Why Commercial Rents Are Only Heading One Way – Up

Despite disrupted cash flow from high interest rates, promising signs indicate that commercial building values will soon rise, offering capital gains for patient investors.

When high interest rates ruin your cash flow, it can be hard to keep a positive eye on the investment horizon. Yet, in our opinion, there are clear signs that commercial building values should soon rise, meaning capital gains await those who are patient enough to receive them.

Following on from last month’s article ‘what does the long game look like for property investors?’ we have been keeping a close eye on construction costs to see what impact they will have in the long term.

Analysing the numbers

Building costs effectively underpin commercial values. Right now, there is hardly any new commercial builds happening because the capitalisation rate investors require (i.e. the rate of return based on the income the property is expected to generate) doesn’t cover the cost of constructing it in the first place. This is despite the fact that building costs are now settling down after steep price hikes.

Have a look at this fictional example (based on current market rates) of a new 5000m² warehouse in Tauriko, Tauranga featuring a 1,500m² canopy and 330m² of office space on a 10,000m² site.

Given current interest rates…

Investors want a 6% or greater return right now which puts the building’s value at $16.29m. However, it would cost around $18.5m to build. It’s no wonder developers are sitting tight and few land transactions are occurring.

Developers would ideally want to sell this building for $22m to make a decent 20% return. In fact, some developers are having to take a hit at the moment and sell new builds for less than cost, just to pull their capital out. Classic Collectives Ltd was recently able to pick up one such build for $2m less than the cost of construction.

So what does this mean for the value of existing commercial buildings?

Sit tight because higher rents are on the way

Currently there are two levers you can pull to increase a property’s value – rental rates and the capitalisation rate (return to the investor). Interest rates will start falling eventually and businesses will want to expand. To justify new builds, rents are going to have to increase significantly to offset the cost inflations we’ve seen over the past three years – which means the rental returns for existing commercial stock should rise as well. In other words, the building you own now should become a lot more valuable as rents rise across the board.

While this market recovery might still be 2-3 years away, now is the time to start positioning yourself to take advantage of what’s coming.

Talk to the Collectives team today about your next move

Our Classic Collectives only invest in premium commercial properties that already exist. These may be brand new builds but they’re tenanted and ready to go. We don’t invest at the development stage so we aren’t exposed to the risk of construction costs and potentially making a loss in the current market.

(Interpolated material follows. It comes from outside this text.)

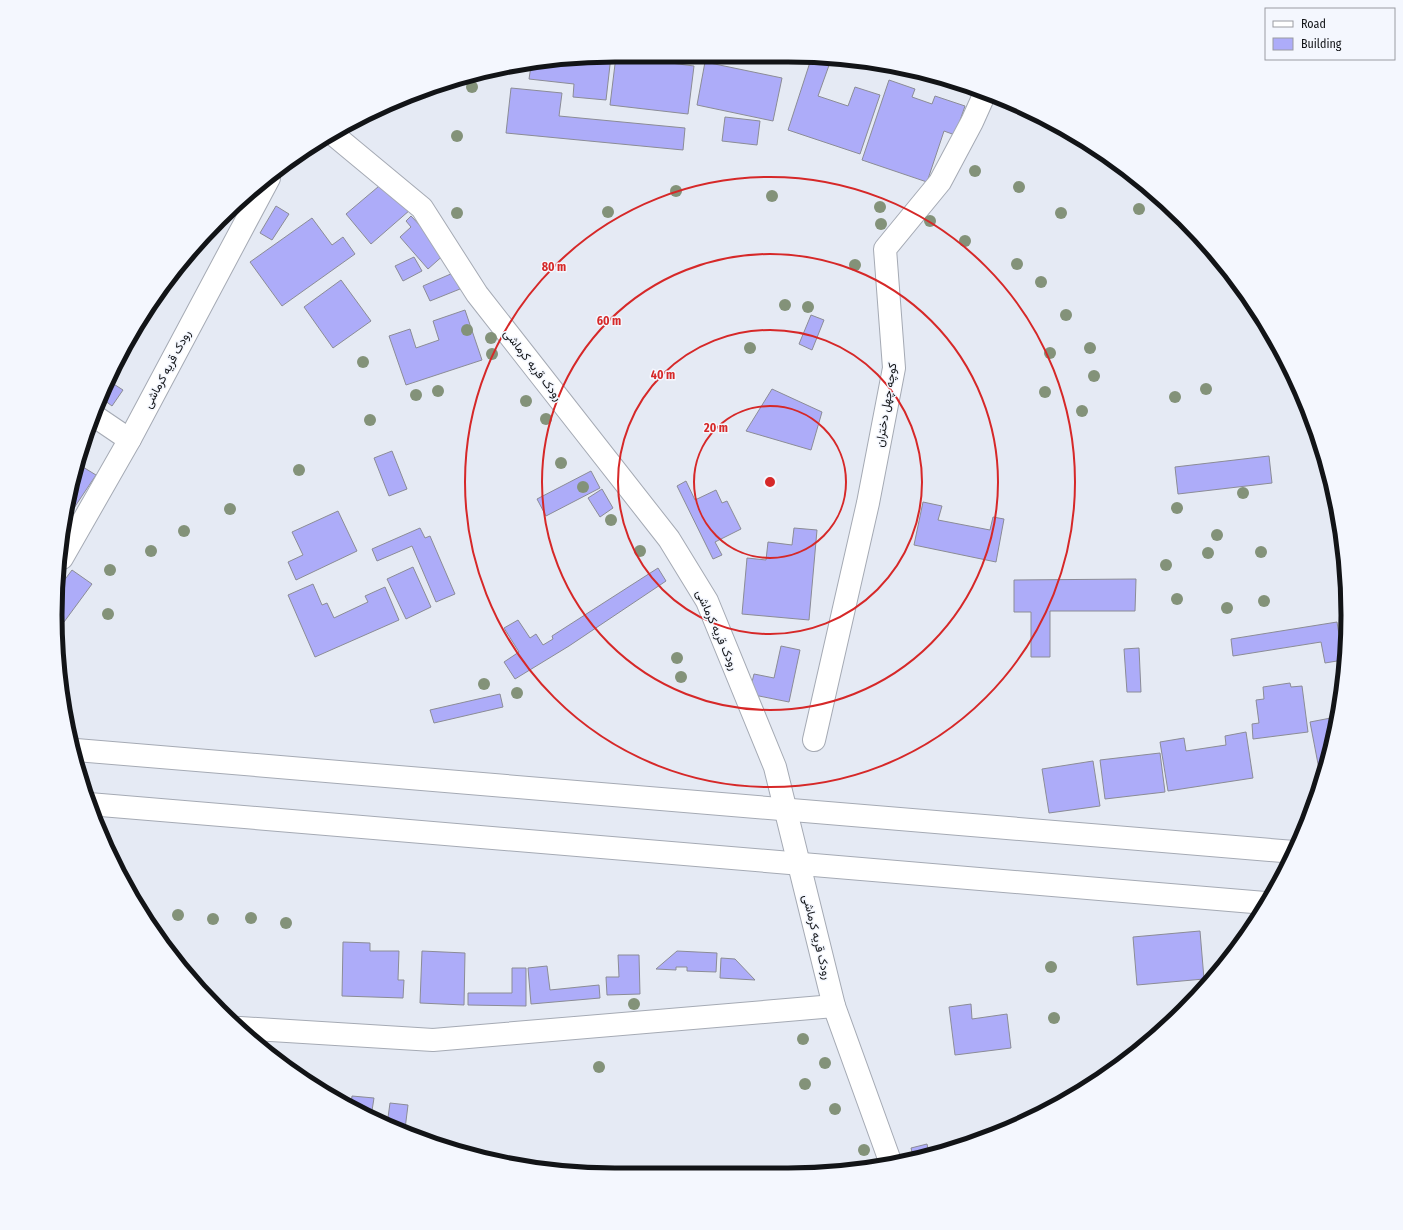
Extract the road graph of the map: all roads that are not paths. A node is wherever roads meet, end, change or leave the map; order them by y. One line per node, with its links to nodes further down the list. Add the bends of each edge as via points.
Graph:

As a result, our investors own a slice of a first-class asset and stand to benefit in the long-term from rising rental returns. Property investment is all about playing the long game. So it’s worth taking a lesser return now, riding out the squeeze on your cash flow, and keeping your focus firmly on that 10 year+ horizon.

EMAIL: daniel.watkins@classic-group.co.nz

PHONE: 027 577 1755

Related News

  • What Does The ‘Long Game’ Look Like For Property Investors?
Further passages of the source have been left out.